Every entry should be duplicated verbatim, and no picture may appear in the copy.

=== Begin Enclosure ===

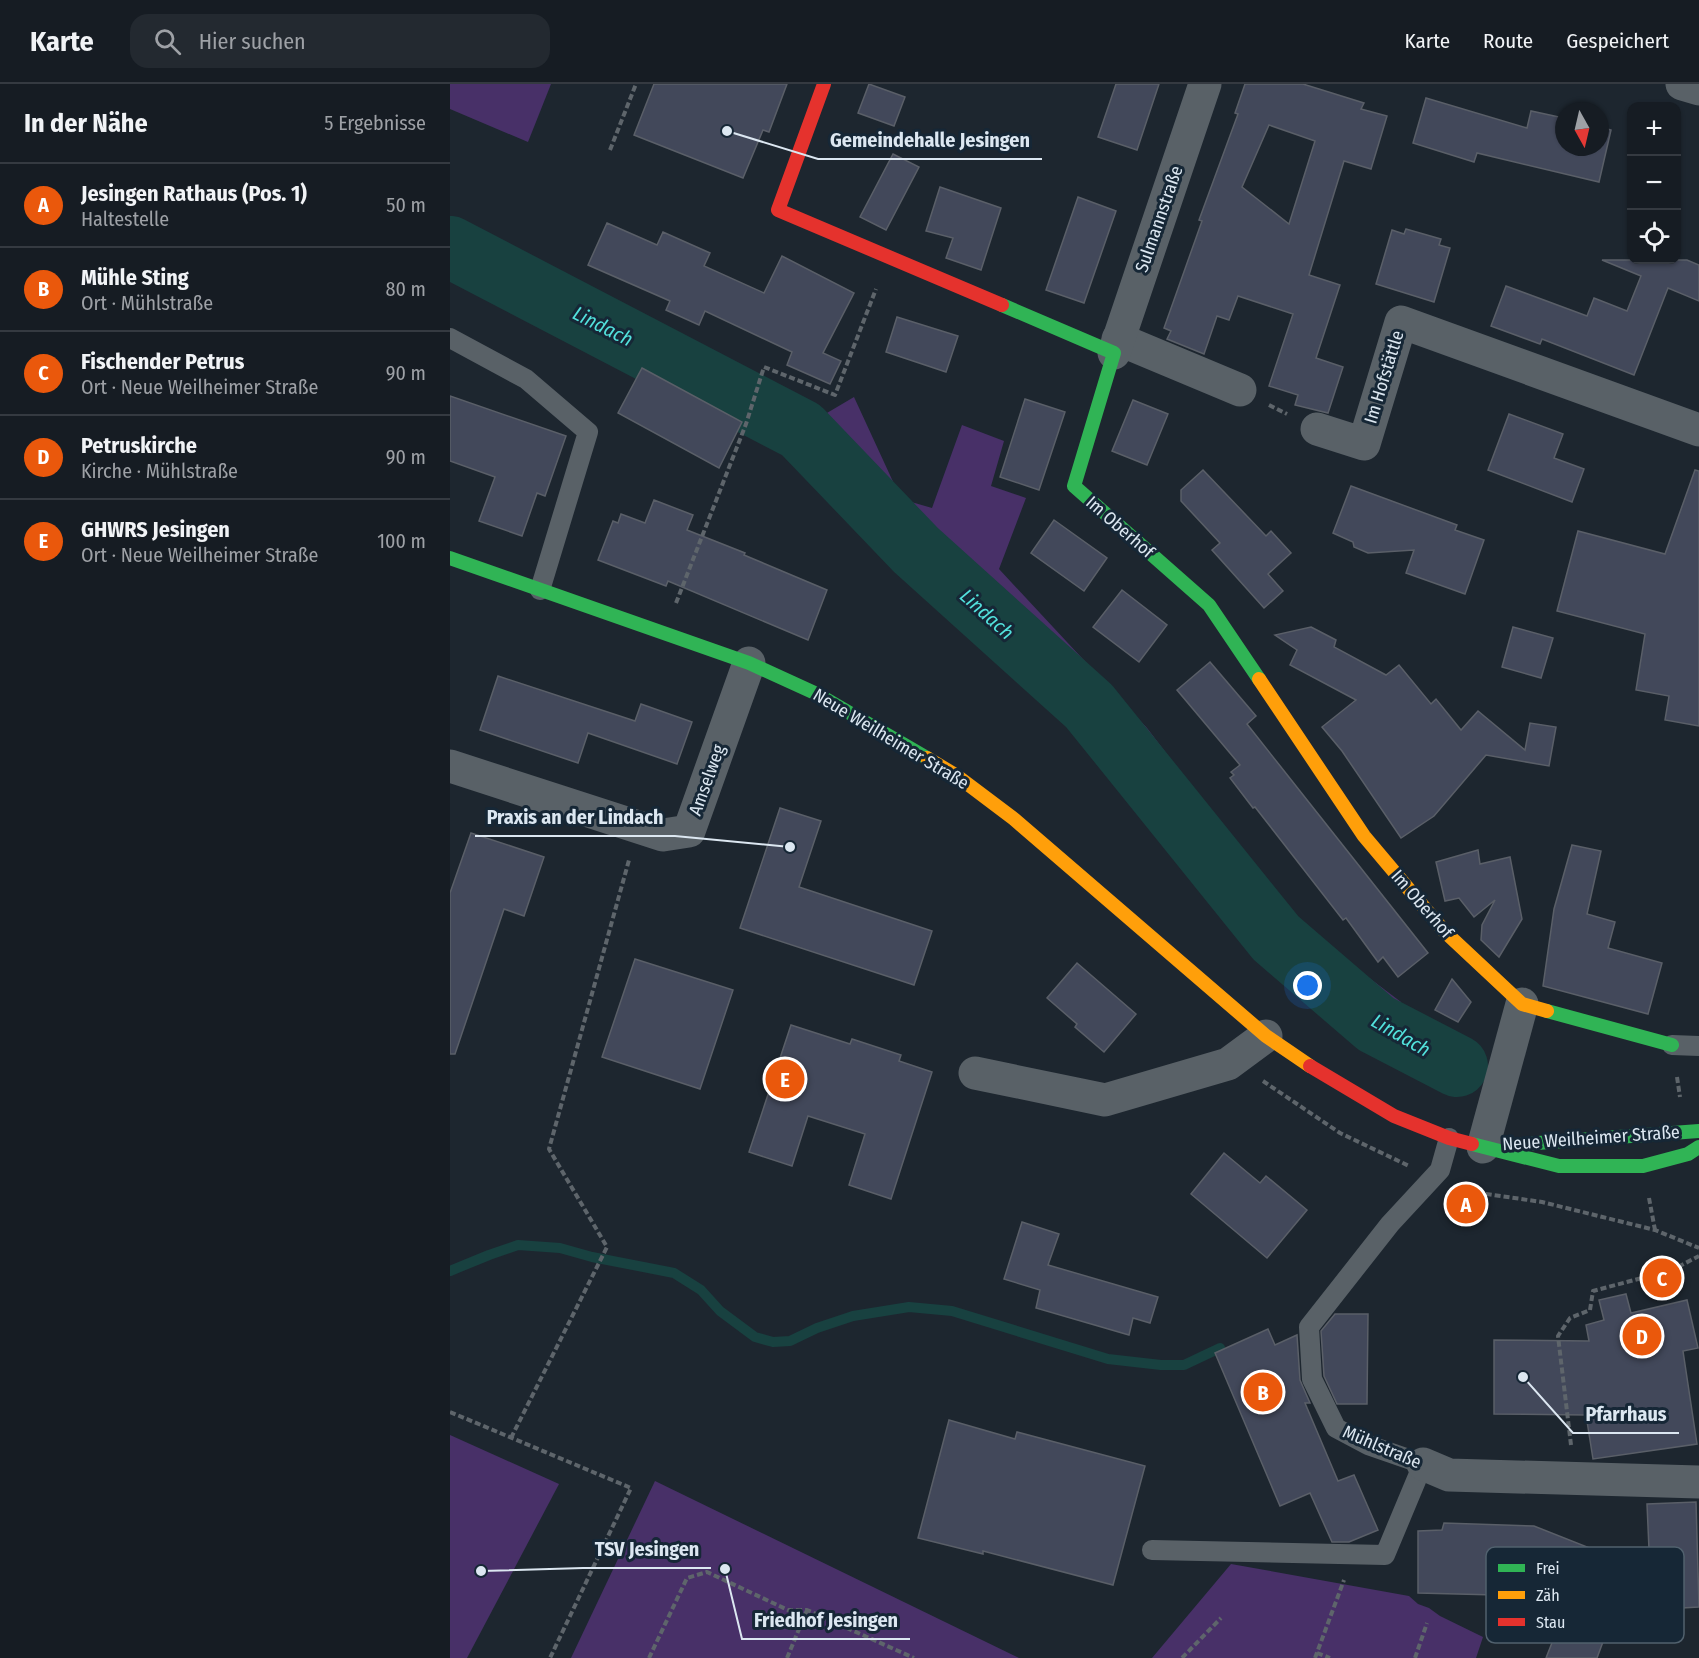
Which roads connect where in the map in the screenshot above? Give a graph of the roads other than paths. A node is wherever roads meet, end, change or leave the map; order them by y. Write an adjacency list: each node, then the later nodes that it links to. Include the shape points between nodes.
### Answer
1 (824, 84): 6 (main road, via 778,210)
2 (1205, 84): 6 (street, Sulmannstraße)
3 (1682, 84): 4 (street)
4 (1699, 89)
5 (450, 338): 11 (lane, via 526,379 588,432)
6 (1116, 346): 7 (street); 14 (main road, Im Oberhof, via 1074,486 1209,605 1364,836 1444,932)
7 (1240, 390)
8 (1317, 429): 9 (street, Im Hofstättle, via 1364,444 1401,322)
9 (1699, 430)
10 (450, 558): 11 (main road, Neue Weilheimer Straße)
11 (540, 590): 12 (main road, Neue Weilheimer Straße)
12 (748, 663): 13 (street, Amselweg, via 689,831 663,836); 15 (main road, Neue Weilheimer Straße, via 818,694 957,776 1014,819)
13 (450, 765)
14 (1522, 1004): 16 (main road, Im Oberhof); 21 (street)
15 (1266, 1036): 18 (street, via 1228,1064 1105,1100); 20 (main road, Neue Weilheimer Straße, via 1394,1116)
16 (1672, 1045): 17 (lane)
17 (1699, 1046)
18 (975, 1073)
19 (1699, 1131): 21 (main road, Neue Weilheimer Straße)
20 (1449, 1138): 21 (main road, Neue Weilheimer Straße); 23 (lane, Mühlstraße, via 1440,1170 1390,1224 1309,1327 1312,1379 1336,1428 1368,1445)
21 (1483, 1147): 22 (main road, Neue Weilheimer Straße, via 1559,1166 1643,1166 1688,1154)
22 (1699, 1147)
23 (1423, 1464): 24 (street, Mühlstraße, via 1449,1475); 25 (lane, via 1385,1555)
24 (1699, 1482)
25 (1152, 1550)

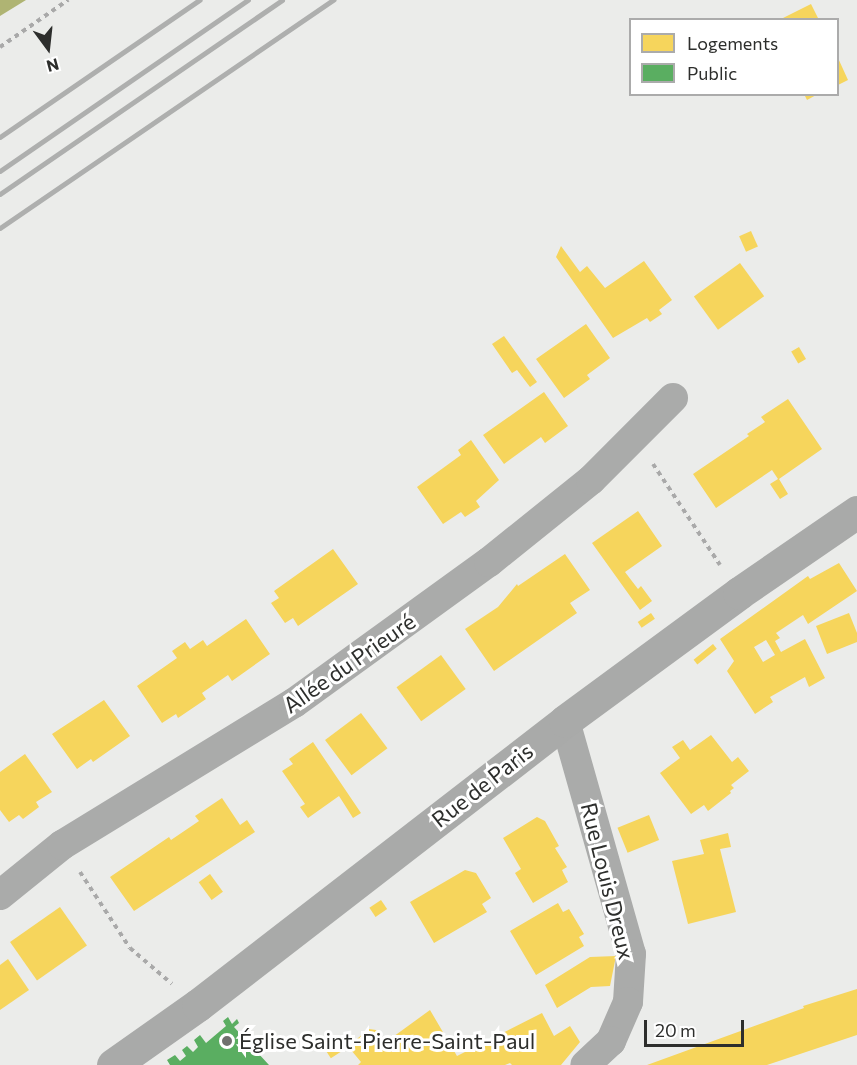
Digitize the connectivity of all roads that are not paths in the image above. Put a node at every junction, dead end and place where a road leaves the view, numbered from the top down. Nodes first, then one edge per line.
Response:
1 (673, 398) dead end
2 (857, 512) edge
3 (565, 721) junction
4 (0, 895) edge
5 (113, 1065) edge
6 (585, 1065) edge

1 - 4 street, Allée du Prieuré
2 - 3 main road, Rue de Paris
3 - 5 main road, Rue de Paris
3 - 6 street, Rue Louis Dreux

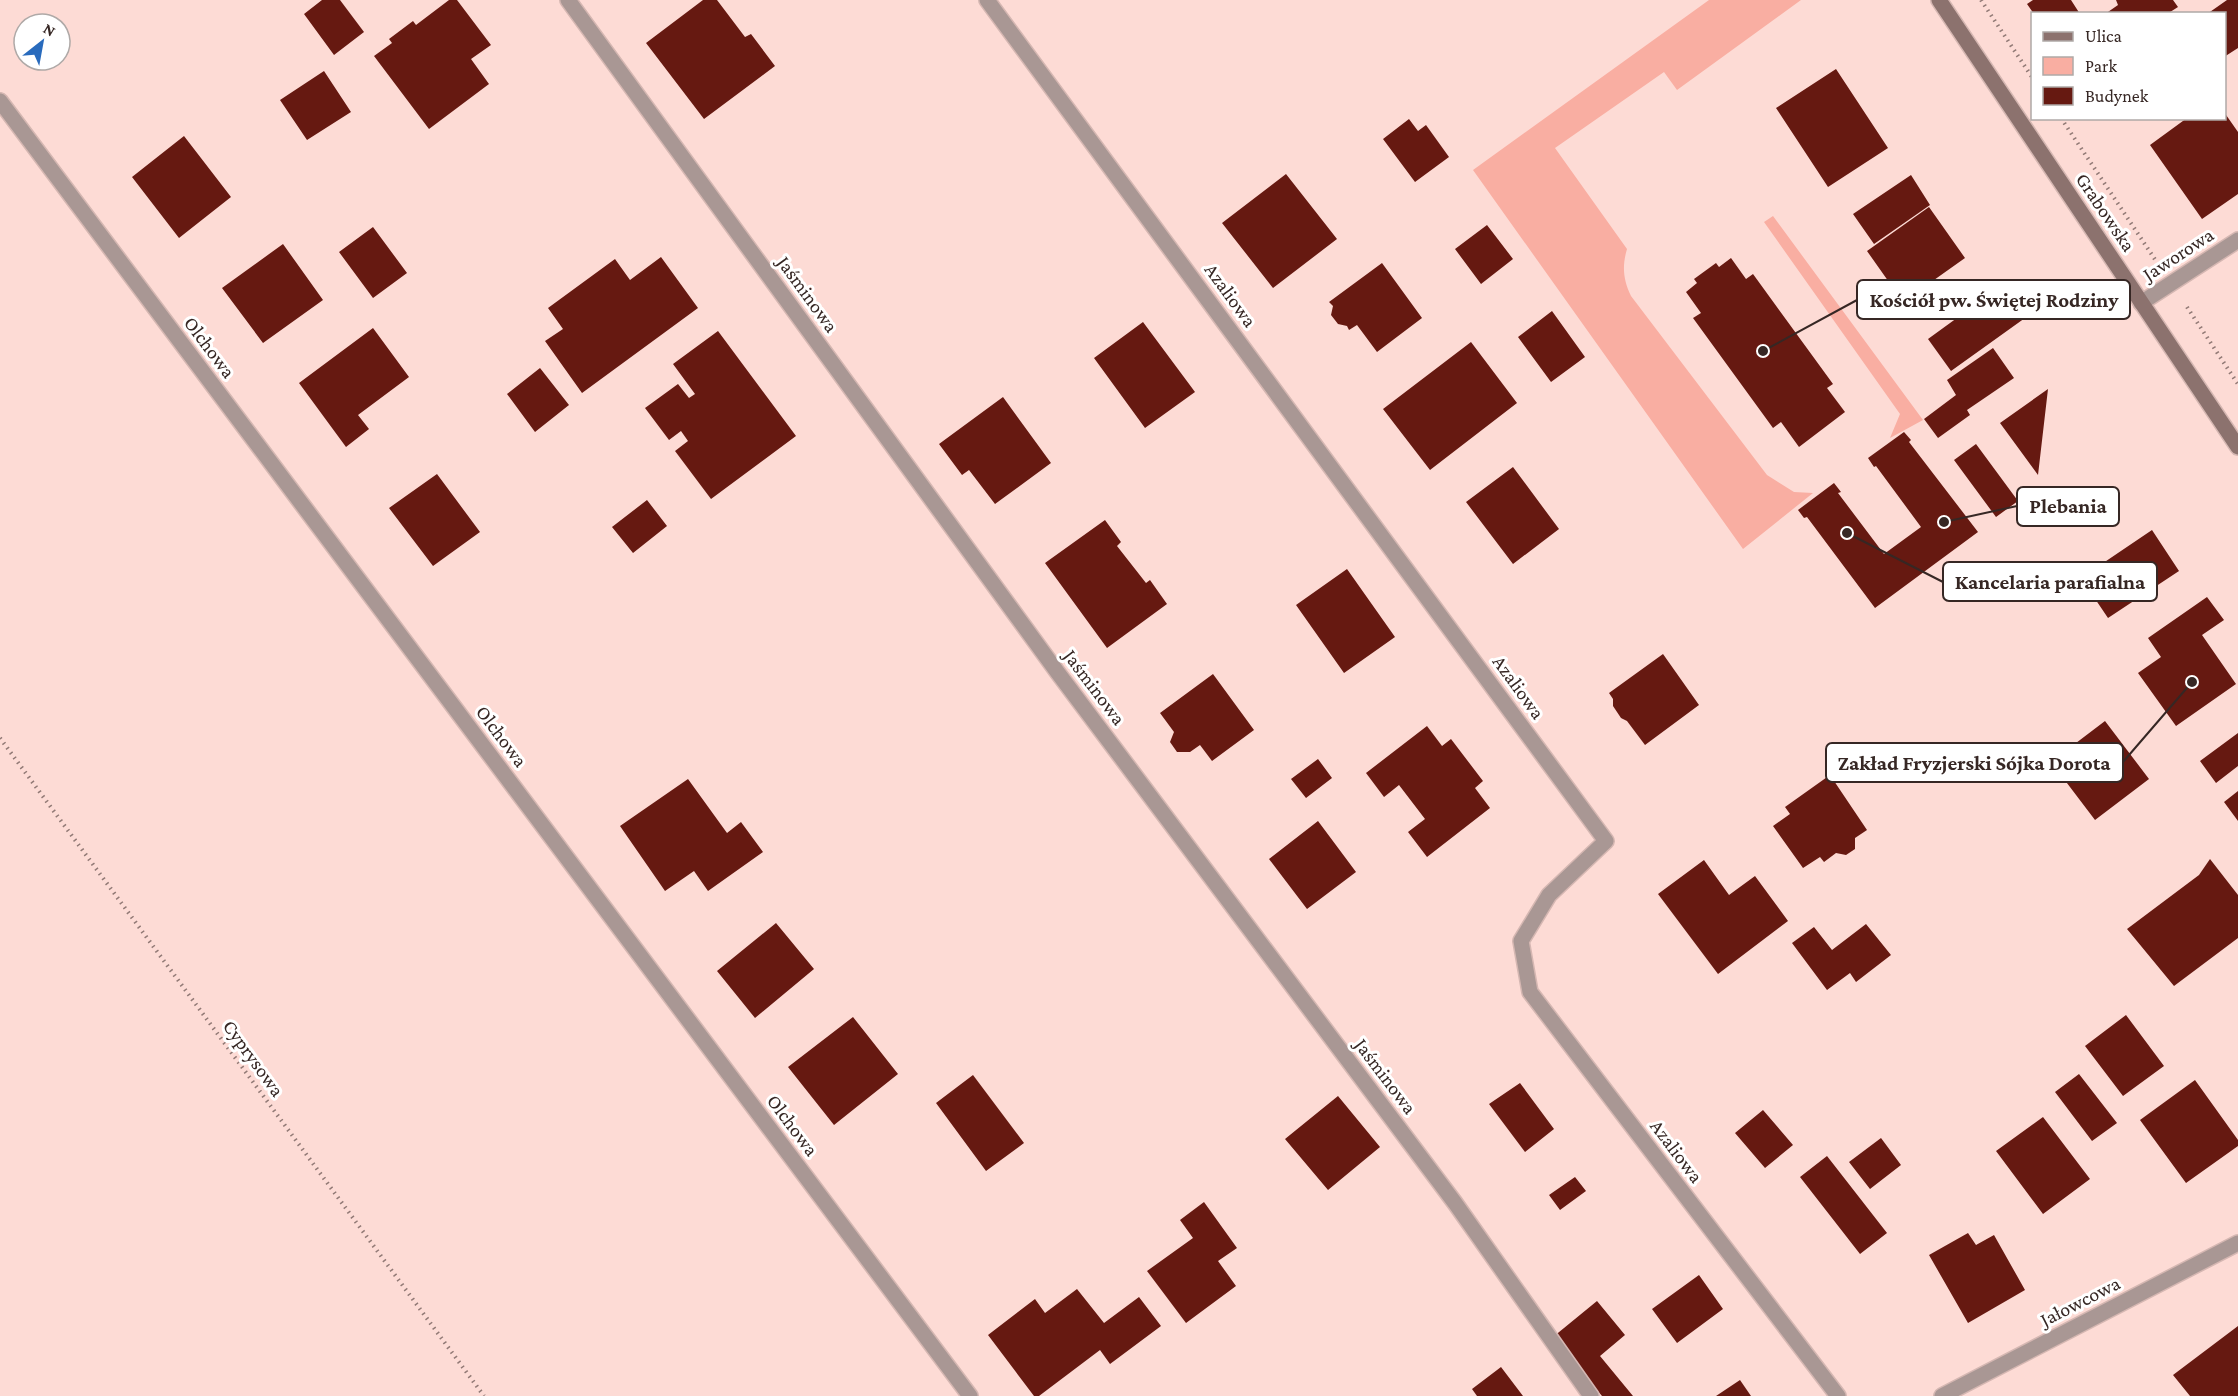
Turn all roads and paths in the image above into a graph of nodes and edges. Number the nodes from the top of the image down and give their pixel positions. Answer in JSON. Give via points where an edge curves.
{"nodes":[{"id":1,"x":568,"y":0,"type":"edge"},
{"id":2,"x":987,"y":0,"type":"edge"},
{"id":3,"x":1939,"y":0,"type":"edge"},
{"id":4,"x":1981,"y":0,"type":"edge"},
{"id":5,"x":2031,"y":75,"type":"edge"},
{"id":6,"x":0,"y":101,"type":"edge"},
{"id":7,"x":2062,"y":120,"type":"edge"},
{"id":8,"x":2238,"y":240,"type":"edge"},
{"id":9,"x":2171,"y":283,"type":"junction"},
{"id":10,"x":2141,"y":303,"type":"junction"},
{"id":11,"x":2238,"y":384,"type":"edge"},
{"id":12,"x":2238,"y":447,"type":"edge"},
{"id":13,"x":0,"y":738,"type":"edge"},
{"id":14,"x":2238,"y":1243,"type":"edge"},
{"id":15,"x":484,"y":1396,"type":"edge"},
{"id":16,"x":970,"y":1396,"type":"edge"},
{"id":17,"x":1591,"y":1396,"type":"edge"},
{"id":18,"x":1838,"y":1396,"type":"edge"},
{"id":19,"x":1942,"y":1396,"type":"edge"}],
"edges":[{"from":1,"to":17,"type":"street","name":"Jaśminowa","via":[[1058,673],[1455,1203]]},
{"from":2,"to":18,"type":"street","name":"Azaliowa","via":[[1606,841],[1549,895],[1521,941],[1530,992]]},
{"from":3,"to":10,"type":"street","name":"Grabowska"},
{"from":4,"to":5,"type":"path"},
{"from":6,"to":16,"type":"street","name":"Olchowa"},
{"from":7,"to":9,"type":"path"},
{"from":8,"to":9,"type":"street","name":"Jaworowa"},
{"from":9,"to":10,"type":"street","name":"Jaworowa"},
{"from":9,"to":11,"type":"path"},
{"from":10,"to":12,"type":"street","name":"Grabowska"},
{"from":13,"to":15,"type":"path","name":"Cyprysowa"},
{"from":14,"to":19,"type":"street","name":"Jałowcowa"}]}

=== End Enclosure ===

RESPONSE BELOW:
Which roads connect where in the map in the screenshot above? Give a graph of the roads other than paths. A node is wherever roads meet, end, change or leave the map; order them by y. Write an adjacency list: each node, then the later nodes that it links to. Include the shape points between nodes.
### Answer
1 (824, 84): 6 (main road, via 778,210)
2 (1205, 84): 6 (street, Sulmannstraße)
3 (1682, 84): 4 (street)
4 (1699, 89)
5 (450, 338): 11 (lane, via 526,379 588,432)
6 (1116, 346): 7 (street); 14 (main road, Im Oberhof, via 1074,486 1209,605 1364,836 1444,932)
7 (1240, 390)
8 (1317, 429): 9 (street, Im Hofstättle, via 1364,444 1401,322)
9 (1699, 430)
10 (450, 558): 11 (main road, Neue Weilheimer Straße)
11 (540, 590): 12 (main road, Neue Weilheimer Straße)
12 (748, 663): 13 (street, Amselweg, via 689,831 663,836); 15 (main road, Neue Weilheimer Straße, via 818,694 957,776 1014,819)
13 (450, 765)
14 (1522, 1004): 16 (main road, Im Oberhof); 21 (street)
15 (1266, 1036): 18 (street, via 1228,1064 1105,1100); 20 (main road, Neue Weilheimer Straße, via 1394,1116)
16 (1672, 1045): 17 (lane)
17 (1699, 1046)
18 (975, 1073)
19 (1699, 1131): 21 (main road, Neue Weilheimer Straße)
20 (1449, 1138): 21 (main road, Neue Weilheimer Straße); 23 (lane, Mühlstraße, via 1440,1170 1390,1224 1309,1327 1312,1379 1336,1428 1368,1445)
21 (1483, 1147): 22 (main road, Neue Weilheimer Straße, via 1559,1166 1643,1166 1688,1154)
22 (1699, 1147)
23 (1423, 1464): 24 (street, Mühlstraße, via 1449,1475); 25 (lane, via 1385,1555)
24 (1699, 1482)
25 (1152, 1550)

Digitize the connectivity of all roads that are not paths in the image above. Put a node at every junction, dead end and place where a road leaves the view, numbered from the top down. Nodes first, then one edge per line.
Response:
1 (673, 398) dead end
2 (857, 512) edge
3 (565, 721) junction
4 (0, 895) edge
5 (113, 1065) edge
6 (585, 1065) edge

1 - 4 street, Allée du Prieuré
2 - 3 main road, Rue de Paris
3 - 5 main road, Rue de Paris
3 - 6 street, Rue Louis Dreux

Turn all roads and paths in the image above into a graph of nodes and edges. Number the nodes from the top of the image down and give their pixel positions. Answer in JSON. Give via points where an edge curves.
{"nodes":[{"id":1,"x":568,"y":0,"type":"edge"},
{"id":2,"x":987,"y":0,"type":"edge"},
{"id":3,"x":1939,"y":0,"type":"edge"},
{"id":4,"x":1981,"y":0,"type":"edge"},
{"id":5,"x":2031,"y":75,"type":"edge"},
{"id":6,"x":0,"y":101,"type":"edge"},
{"id":7,"x":2062,"y":120,"type":"edge"},
{"id":8,"x":2238,"y":240,"type":"edge"},
{"id":9,"x":2171,"y":283,"type":"junction"},
{"id":10,"x":2141,"y":303,"type":"junction"},
{"id":11,"x":2238,"y":384,"type":"edge"},
{"id":12,"x":2238,"y":447,"type":"edge"},
{"id":13,"x":0,"y":738,"type":"edge"},
{"id":14,"x":2238,"y":1243,"type":"edge"},
{"id":15,"x":484,"y":1396,"type":"edge"},
{"id":16,"x":970,"y":1396,"type":"edge"},
{"id":17,"x":1591,"y":1396,"type":"edge"},
{"id":18,"x":1838,"y":1396,"type":"edge"},
{"id":19,"x":1942,"y":1396,"type":"edge"}],
"edges":[{"from":1,"to":17,"type":"street","name":"Jaśminowa","via":[[1058,673],[1455,1203]]},
{"from":2,"to":18,"type":"street","name":"Azaliowa","via":[[1606,841],[1549,895],[1521,941],[1530,992]]},
{"from":3,"to":10,"type":"street","name":"Grabowska"},
{"from":4,"to":5,"type":"path"},
{"from":6,"to":16,"type":"street","name":"Olchowa"},
{"from":7,"to":9,"type":"path"},
{"from":8,"to":9,"type":"street","name":"Jaworowa"},
{"from":9,"to":10,"type":"street","name":"Jaworowa"},
{"from":9,"to":11,"type":"path"},
{"from":10,"to":12,"type":"street","name":"Grabowska"},
{"from":13,"to":15,"type":"path","name":"Cyprysowa"},
{"from":14,"to":19,"type":"street","name":"Jałowcowa"}]}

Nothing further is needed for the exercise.